1. Assignment 1 - Discord Bot — Reactive Moderation
Source: Trust and Safety Engineering (Stanford CS152) + Cornell Tech CS 5342
A three-milestone project in which you act as the T&S team at a social media platform:
- M1 (individual, Week 4): Abuse Research Report (2000–4000 words) covering one abuse type: description, actor/victim profiles, details, relevant technologies, and specific recommendations. Plus a Policy Comparison Table for three platforms.
- M2 (group, Week 6): Design and implement a user reporting flow and behind-the-scenes moderator flow as a Discord bot in Python.
- M3 (group, Week 6, extra credit): Extend the bot with automated detection — a classifier trained or prompted on your chosen abuse type.
Full spec: Assignments/Discord Bot/Discord Bot.md
2. Assignment 2 - Bluesky Moderation — Proactive Moderation
Source: Cornell Tech CS 5342
Build a Bluesky labeler — a service that attaches categorical labels to posts and accounts. Users who subscribe to your labeler can configure how labels affect what they see.
- M1: Labeler setup (AT Protocol, Bluesky account, starter code)
- M2: Label posts matching T&S-related words and domains (text matching)
- M3: Label posts linking to specific news sources (domain matching)
- M4: Label dog photos using perceptual hashing (image matching)
- M5 (policy proposal, Week 10): Extend your labeler to handle a harm of your choice; document your process, testing, and ethical analysis in a 10-minute video
Full spec: Assignments/Bluesky Moderation/Bluesky Moderation.md
Starter code: Assignments/Bluesky Moderation/bluesky_labeler_assignment/bluesky-assign3/
3. Assignment 3 - Podcast Factchecking — Applied T&S Research
Source: Irmetova, Liu, Teleki, Carragher, Zhang, & Caverlee (2026). PodChecker: An Interpretable Fact-Checking Companion for Podcasts.
Collect and analyze podcast data through the lens of a fact-checking or trust-and-safety application.

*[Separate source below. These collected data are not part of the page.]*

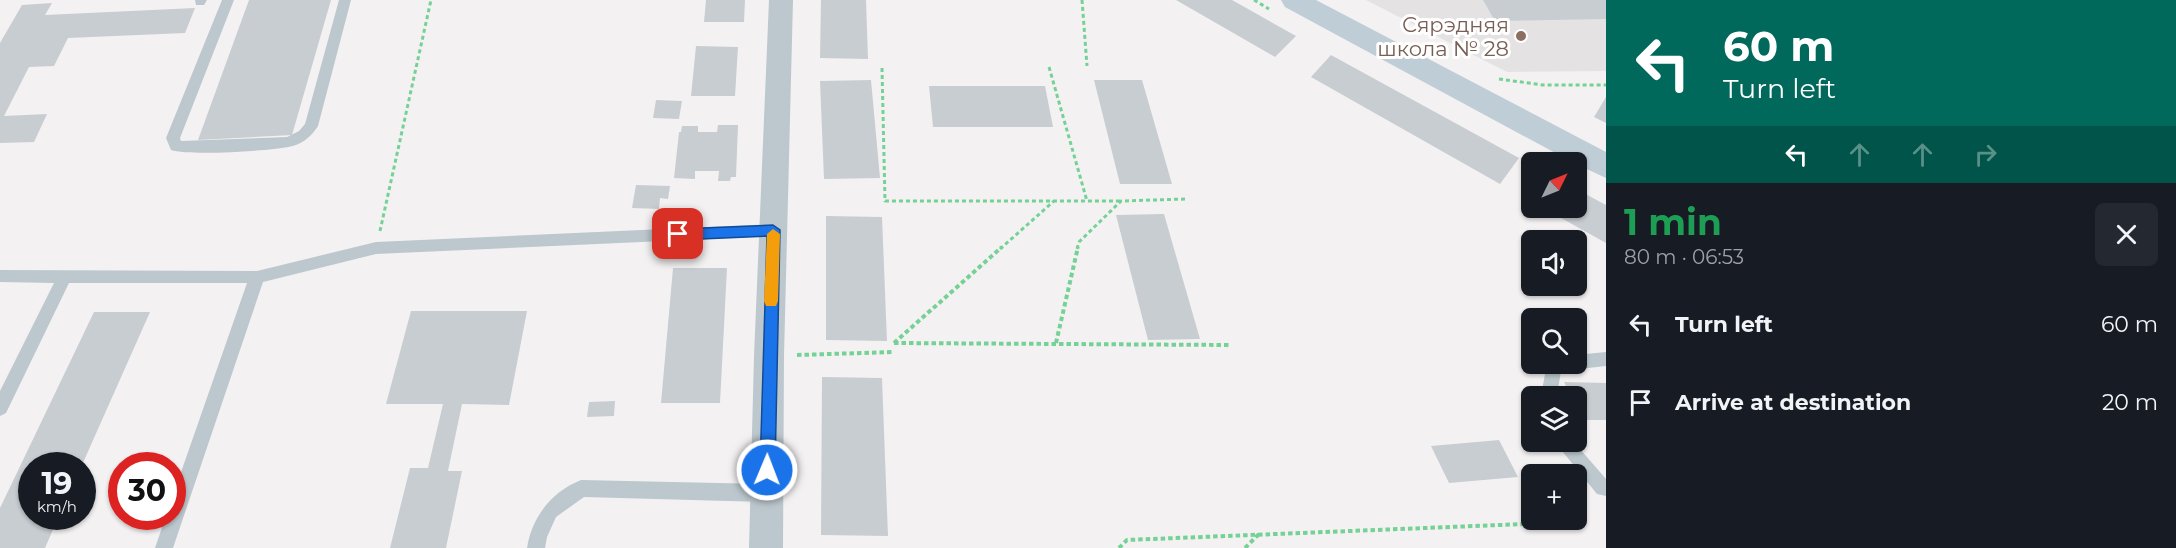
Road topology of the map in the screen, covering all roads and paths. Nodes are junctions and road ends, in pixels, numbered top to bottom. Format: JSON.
{"nodes":[{"id":1,"x":228,"y":0,"type":"edge"},
{"id":2,"x":345,"y":0,"type":"edge"},
{"id":3,"x":431,"y":0,"type":"edge"},
{"id":4,"x":781,"y":0,"type":"edge"},
{"id":5,"x":1082,"y":0,"type":"edge"},
{"id":6,"x":1294,"y":0,"type":"edge"},
{"id":7,"x":1087,"y":66,"type":"dead end"},
{"id":8,"x":1050,"y":67,"type":"dead end"},
{"id":9,"x":882,"y":68,"type":"dead end"},
{"id":10,"x":1488,"y":78,"type":"dead end"},
{"id":11,"x":1606,"y":85,"type":"edge"},
{"id":12,"x":1606,"y":166,"type":"edge"},
{"id":13,"x":1186,"y":199,"type":"dead end"},
{"id":14,"x":1055,"y":201,"type":"junction"},
{"id":15,"x":1088,"y":201,"type":"junction"},
{"id":16,"x":1121,"y":201,"type":"junction"},
{"id":17,"x":773,"y":230,"type":"junction"},
{"id":18,"x":376,"y":248,"type":"junction"},
{"id":19,"x":65,"y":275,"type":"junction"},
{"id":20,"x":0,"y":276,"type":"edge"},
{"id":21,"x":257,"y":277,"type":"junction"},
{"id":22,"x":1056,"y":343,"type":"junction"},
{"id":23,"x":1230,"y":345,"type":"dead end"},
{"id":24,"x":894,"y":352,"type":"dead end"},
{"id":25,"x":769,"y":356,"type":"junction"},
{"id":26,"x":1606,"y":359,"type":"edge"},
{"id":27,"x":1587,"y":361,"type":"edge"},
{"id":28,"x":0,"y":408,"type":"edge"},
{"id":29,"x":1572,"y":452,"type":"edge"},
{"id":30,"x":1606,"y":488,"type":"edge"},
{"id":31,"x":767,"y":493,"type":"junction"},
{"id":32,"x":1521,"y":524,"type":"edge"},
{"id":33,"x":1259,"y":534,"type":"junction"},
{"id":34,"x":164,"y":548,"type":"edge"},
{"id":35,"x":536,"y":548,"type":"edge"},
{"id":36,"x":766,"y":548,"type":"edge"},
{"id":37,"x":1119,"y":548,"type":"edge"},
{"id":38,"x":1245,"y":548,"type":"edge"}],
"edges":[{"from":1,"to":2,"type":"lane"},
{"from":3,"to":18,"type":"path"},
{"from":4,"to":17,"type":"street"},
{"from":5,"to":7,"type":"path"},
{"from":6,"to":12,"type":"main road"},
{"from":8,"to":15,"type":"path"},
{"from":9,"to":14,"type":"path"},
{"from":10,"to":11,"type":"path"},
{"from":13,"to":16,"type":"path"},
{"from":14,"to":15,"type":"path"},
{"from":14,"to":22,"type":"path"},
{"from":15,"to":16,"type":"path"},
{"from":16,"to":22,"type":"path"},
{"from":17,"to":18,"type":"lane"},
{"from":17,"to":25,"type":"street"},
{"from":18,"to":21,"type":"lane"},
{"from":19,"to":20,"type":"lane"},
{"from":19,"to":21,"type":"lane"},
{"from":19,"to":28,"type":"lane"},
{"from":21,"to":34,"type":"lane"},
{"from":22,"to":23,"type":"path"},
{"from":24,"to":25,"type":"path"},
{"from":25,"to":31,"type":"street"},
{"from":26,"to":27,"type":"lane"},
{"from":29,"to":30,"type":"lane"},
{"from":31,"to":35,"type":"lane"},
{"from":31,"to":36,"type":"street"},
{"from":32,"to":33,"type":"path"},
{"from":33,"to":37,"type":"path"},
{"from":33,"to":38,"type":"path"}]}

The reference implementation (PodChecker) provides a claim-extraction and credibility-analysis pipeline; students may extend, replicate, or critically analyze it using a different dataset or harm type.
Full spec: Assignments/Podcast Factchecking/Podcast Factchecking.md
Code: Assignments/Podcast Factchecking/PodChecker/
Curriculum
Texts
- Working textbook: tsbook (Stamos, Grossman, Pfefferkorn) — available chapters: Introduction, Spam/Fraud, Harassment, Child Sexual Exploitation
- TSPA resources: Handbook and Library
- Consortium: reading list
Lectures
The course lectures are modeled on the Teaching Trust & Safety Consortium.
See Curriculum for the full week-by-week schedule.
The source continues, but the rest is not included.